Content starts
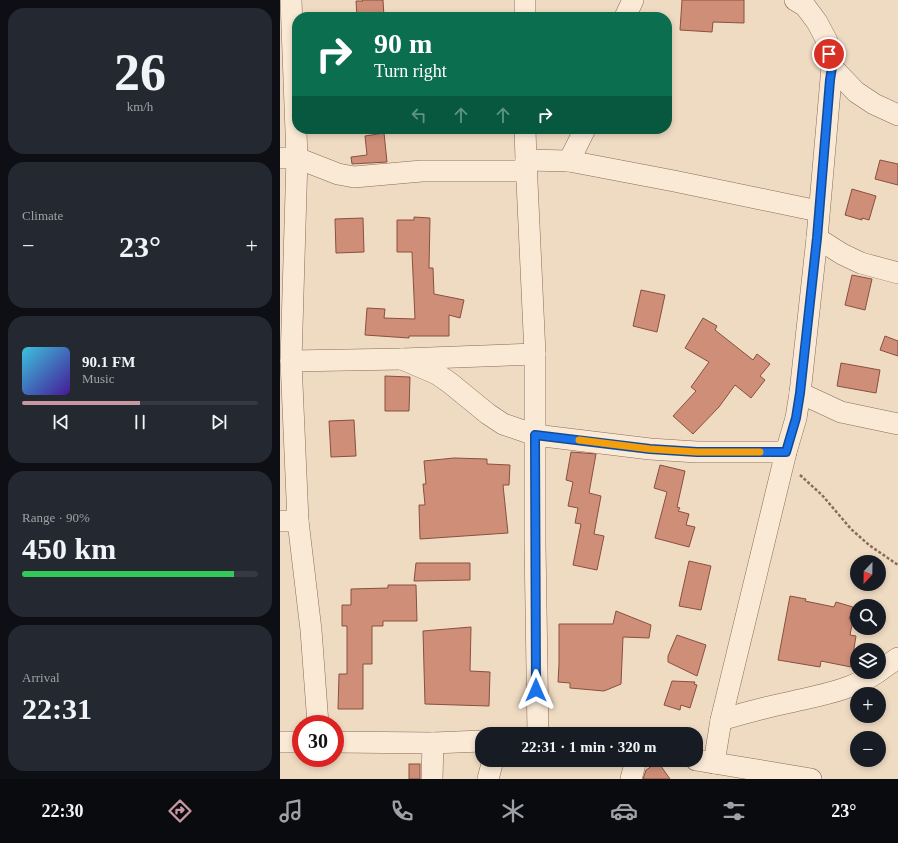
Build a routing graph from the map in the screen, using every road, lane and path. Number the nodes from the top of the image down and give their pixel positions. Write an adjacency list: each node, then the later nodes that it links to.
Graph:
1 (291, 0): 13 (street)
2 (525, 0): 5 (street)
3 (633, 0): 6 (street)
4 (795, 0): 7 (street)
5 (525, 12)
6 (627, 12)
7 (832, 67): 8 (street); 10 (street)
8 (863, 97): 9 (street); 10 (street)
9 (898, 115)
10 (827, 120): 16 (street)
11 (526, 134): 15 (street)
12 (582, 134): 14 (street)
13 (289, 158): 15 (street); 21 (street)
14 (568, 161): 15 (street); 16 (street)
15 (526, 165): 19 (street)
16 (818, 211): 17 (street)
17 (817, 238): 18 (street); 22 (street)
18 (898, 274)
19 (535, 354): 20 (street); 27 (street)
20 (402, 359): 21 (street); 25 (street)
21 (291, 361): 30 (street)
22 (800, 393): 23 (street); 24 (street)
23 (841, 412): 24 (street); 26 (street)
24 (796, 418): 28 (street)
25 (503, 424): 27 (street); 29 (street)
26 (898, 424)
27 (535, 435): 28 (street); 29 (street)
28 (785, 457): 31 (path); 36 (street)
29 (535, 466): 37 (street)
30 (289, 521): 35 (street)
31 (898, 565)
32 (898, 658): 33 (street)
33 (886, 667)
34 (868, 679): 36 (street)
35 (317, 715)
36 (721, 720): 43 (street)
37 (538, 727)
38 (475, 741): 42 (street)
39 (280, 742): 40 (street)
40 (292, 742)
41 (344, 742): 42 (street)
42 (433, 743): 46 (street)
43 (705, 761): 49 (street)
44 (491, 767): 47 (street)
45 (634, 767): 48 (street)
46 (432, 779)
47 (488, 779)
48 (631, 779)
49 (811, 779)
Content ends
- **Prompt**
Repeat the data above exactly, but not the pictures.

- **Solved exercise**
Build a routing graph from the map in the screen, using every road, lane and path. Number the nodes from the top of the image down and give their pixel positions. Write an adjacency list: each node, then the later nodes that it links to.
Graph:
1 (291, 0): 13 (street)
2 (525, 0): 5 (street)
3 (633, 0): 6 (street)
4 (795, 0): 7 (street)
5 (525, 12)
6 (627, 12)
7 (832, 67): 8 (street); 10 (street)
8 (863, 97): 9 (street); 10 (street)
9 (898, 115)
10 (827, 120): 16 (street)
11 (526, 134): 15 (street)
12 (582, 134): 14 (street)
13 (289, 158): 15 (street); 21 (street)
14 (568, 161): 15 (street); 16 (street)
15 (526, 165): 19 (street)
16 (818, 211): 17 (street)
17 (817, 238): 18 (street); 22 (street)
18 (898, 274)
19 (535, 354): 20 (street); 27 (street)
20 (402, 359): 21 (street); 25 (street)
21 (291, 361): 30 (street)
22 (800, 393): 23 (street); 24 (street)
23 (841, 412): 24 (street); 26 (street)
24 (796, 418): 28 (street)
25 (503, 424): 27 (street); 29 (street)
26 (898, 424)
27 (535, 435): 28 (street); 29 (street)
28 (785, 457): 31 (path); 36 (street)
29 (535, 466): 37 (street)
30 (289, 521): 35 (street)
31 (898, 565)
32 (898, 658): 33 (street)
33 (886, 667)
34 (868, 679): 36 (street)
35 (317, 715)
36 (721, 720): 43 (street)
37 (538, 727)
38 (475, 741): 42 (street)
39 (280, 742): 40 (street)
40 (292, 742)
41 (344, 742): 42 (street)
42 (433, 743): 46 (street)
43 (705, 761): 49 (street)
44 (491, 767): 47 (street)
45 (634, 767): 48 (street)
46 (432, 779)
47 (488, 779)
48 (631, 779)
49 (811, 779)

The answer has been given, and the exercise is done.